While getting trim, ripped abs is the objective, some people are going about exercising their lower abs the wrong way. It is very easy to include other muscles into the exercises meant to target lower abs. In order to do these exercises correctly, there are a few points that you'll need to remember.

Working out your lower abs is not concerning how many reps you can do at any given time. It is about really targeting the muscles and making them perform. You will sense your lower abs working when you target them with the correct exercises. Also, when your lower abs begin to get exhausted from too much of an excercise, you may start to not feel them as much. Observe your body. Do not over tax them or you will be paying for it the next day.

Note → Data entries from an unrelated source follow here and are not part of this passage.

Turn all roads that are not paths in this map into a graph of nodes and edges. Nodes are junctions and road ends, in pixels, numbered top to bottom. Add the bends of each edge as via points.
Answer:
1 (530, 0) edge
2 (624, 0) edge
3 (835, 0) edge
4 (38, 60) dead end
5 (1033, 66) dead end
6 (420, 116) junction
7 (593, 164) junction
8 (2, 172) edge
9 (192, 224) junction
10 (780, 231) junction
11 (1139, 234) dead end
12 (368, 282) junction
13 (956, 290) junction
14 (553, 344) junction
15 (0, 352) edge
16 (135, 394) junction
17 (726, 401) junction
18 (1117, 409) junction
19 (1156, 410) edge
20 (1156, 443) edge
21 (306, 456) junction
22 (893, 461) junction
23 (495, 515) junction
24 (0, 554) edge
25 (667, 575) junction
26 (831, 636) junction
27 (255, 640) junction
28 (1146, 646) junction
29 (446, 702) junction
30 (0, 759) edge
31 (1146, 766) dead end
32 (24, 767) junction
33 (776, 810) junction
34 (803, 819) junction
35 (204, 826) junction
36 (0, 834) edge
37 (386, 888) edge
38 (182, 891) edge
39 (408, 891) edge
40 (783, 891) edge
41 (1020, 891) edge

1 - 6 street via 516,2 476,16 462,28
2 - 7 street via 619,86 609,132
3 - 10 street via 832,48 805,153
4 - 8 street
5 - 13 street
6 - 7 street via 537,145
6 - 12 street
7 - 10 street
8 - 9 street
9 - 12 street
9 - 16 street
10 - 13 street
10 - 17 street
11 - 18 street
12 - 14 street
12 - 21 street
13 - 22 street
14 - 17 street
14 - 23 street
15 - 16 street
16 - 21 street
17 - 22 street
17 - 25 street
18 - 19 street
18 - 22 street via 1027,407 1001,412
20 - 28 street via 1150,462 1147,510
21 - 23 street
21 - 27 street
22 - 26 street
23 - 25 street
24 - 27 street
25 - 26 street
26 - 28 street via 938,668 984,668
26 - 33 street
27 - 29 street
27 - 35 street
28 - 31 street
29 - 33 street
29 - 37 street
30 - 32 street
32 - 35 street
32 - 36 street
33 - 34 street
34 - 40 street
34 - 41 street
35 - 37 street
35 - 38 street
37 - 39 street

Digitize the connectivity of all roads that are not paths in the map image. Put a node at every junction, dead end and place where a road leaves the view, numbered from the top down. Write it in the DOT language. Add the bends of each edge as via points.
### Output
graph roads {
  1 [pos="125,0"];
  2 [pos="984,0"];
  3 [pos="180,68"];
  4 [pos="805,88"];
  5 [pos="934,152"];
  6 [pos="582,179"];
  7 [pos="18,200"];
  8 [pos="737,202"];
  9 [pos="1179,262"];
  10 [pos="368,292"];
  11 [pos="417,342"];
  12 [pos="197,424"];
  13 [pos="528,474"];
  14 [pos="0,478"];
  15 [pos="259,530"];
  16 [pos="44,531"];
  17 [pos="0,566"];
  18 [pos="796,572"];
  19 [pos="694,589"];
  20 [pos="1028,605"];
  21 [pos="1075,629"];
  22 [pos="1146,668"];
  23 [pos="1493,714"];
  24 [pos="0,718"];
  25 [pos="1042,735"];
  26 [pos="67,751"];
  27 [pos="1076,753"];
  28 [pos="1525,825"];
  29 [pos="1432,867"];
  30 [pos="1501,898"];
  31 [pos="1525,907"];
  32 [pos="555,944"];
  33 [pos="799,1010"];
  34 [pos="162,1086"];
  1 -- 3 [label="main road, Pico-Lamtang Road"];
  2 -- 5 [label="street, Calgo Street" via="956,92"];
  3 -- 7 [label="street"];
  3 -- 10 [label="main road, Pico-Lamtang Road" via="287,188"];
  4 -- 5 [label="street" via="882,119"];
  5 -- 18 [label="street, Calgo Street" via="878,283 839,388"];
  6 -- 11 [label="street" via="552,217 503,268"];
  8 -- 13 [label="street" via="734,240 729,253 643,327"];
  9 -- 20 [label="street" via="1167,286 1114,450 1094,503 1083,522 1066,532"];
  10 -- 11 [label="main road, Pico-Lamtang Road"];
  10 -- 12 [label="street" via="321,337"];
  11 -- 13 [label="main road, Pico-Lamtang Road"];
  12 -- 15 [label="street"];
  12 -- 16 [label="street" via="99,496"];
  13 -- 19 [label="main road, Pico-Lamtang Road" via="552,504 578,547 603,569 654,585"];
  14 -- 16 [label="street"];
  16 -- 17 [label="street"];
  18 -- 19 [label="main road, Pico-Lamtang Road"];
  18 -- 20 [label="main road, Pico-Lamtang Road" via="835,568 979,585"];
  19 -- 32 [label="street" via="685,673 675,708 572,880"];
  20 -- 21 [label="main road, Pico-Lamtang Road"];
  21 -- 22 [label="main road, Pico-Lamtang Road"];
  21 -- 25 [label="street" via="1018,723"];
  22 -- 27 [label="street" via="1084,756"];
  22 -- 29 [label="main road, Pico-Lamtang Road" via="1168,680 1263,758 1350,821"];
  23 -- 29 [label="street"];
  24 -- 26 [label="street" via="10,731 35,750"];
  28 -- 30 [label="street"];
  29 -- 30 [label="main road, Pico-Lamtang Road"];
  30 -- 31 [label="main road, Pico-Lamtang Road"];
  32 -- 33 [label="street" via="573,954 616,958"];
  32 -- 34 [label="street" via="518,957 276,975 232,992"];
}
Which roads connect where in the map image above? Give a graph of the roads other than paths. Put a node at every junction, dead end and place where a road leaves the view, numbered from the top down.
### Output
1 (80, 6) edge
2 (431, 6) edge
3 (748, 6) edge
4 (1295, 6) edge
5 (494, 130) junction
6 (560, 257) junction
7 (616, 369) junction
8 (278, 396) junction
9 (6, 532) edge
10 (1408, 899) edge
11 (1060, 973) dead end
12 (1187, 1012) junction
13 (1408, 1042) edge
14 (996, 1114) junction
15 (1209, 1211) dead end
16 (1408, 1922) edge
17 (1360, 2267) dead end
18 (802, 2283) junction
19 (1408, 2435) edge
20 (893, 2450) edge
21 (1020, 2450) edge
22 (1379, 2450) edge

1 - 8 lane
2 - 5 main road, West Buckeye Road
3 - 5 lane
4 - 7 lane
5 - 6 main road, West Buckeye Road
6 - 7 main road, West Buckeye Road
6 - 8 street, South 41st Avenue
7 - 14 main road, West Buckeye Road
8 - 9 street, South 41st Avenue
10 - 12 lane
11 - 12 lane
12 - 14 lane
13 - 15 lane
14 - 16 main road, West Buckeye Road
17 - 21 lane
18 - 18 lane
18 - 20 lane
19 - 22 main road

A great lower ab exercise that particularly targets your lower abs targets your transverse ab muscles. The Transverse Abdominus runs horizontally under the Rectus Abdominus (muscles that run upright and pull your front pelvis up towards the belly button) and are the muscles that draw your belly button towards your vertebrae. This exercise is done by kneeling on the floor with your palms flat on the ground in front of you. You simply pull your belly button in as much as you can, using your lower abs. Try to ease the rest of your body to ensure that the work is being done by your lower abs. If you are a learner, start by holding the pose for 10 seconds then rest. As your body gets used to working these muscles, you can extend the exercise to holding the position until you can hold up, not feel it anymore or for up to 2 minutes or you start feeling other muscles shrinking more. If you are a beginner and you are uncertain if you are performing the exercise correctly, test yourself my lying face down flat on the floor and doing the same exercise. This position will allow you to be able to feel your lower abs better thus ensuring the workout is done correctly.

An additional great lower ab exercises begins with you lying flat on the floor on your back. This exercise works by shifting your legs and targeting your lower abs. The goal here is to hold your abs tight all through the exercise. Once you stop experiencing the tightness in your abs or you feel pain in your lower back, discontinue the exercise. To do the exercise, one leg is remained on the ground and the other leg is kept in a bent position. Keep the thigh muscle of your bent leg upright to the ground. Using your lower abs, move your leg towards the ground until your foot touches the floor. Work both legs with this exercise. As the exercise gets simpler for you and you are trying to find more of a challenge, you can straighten your leg so as to increase the pressure on your lower abs. To further increase demand on lower abs, lower both legs straight simultaneously. Keep in mind that this exercise should be performed slowly and with a lot of attention. Perform 2 to 3 times of 10 to 15 reps each.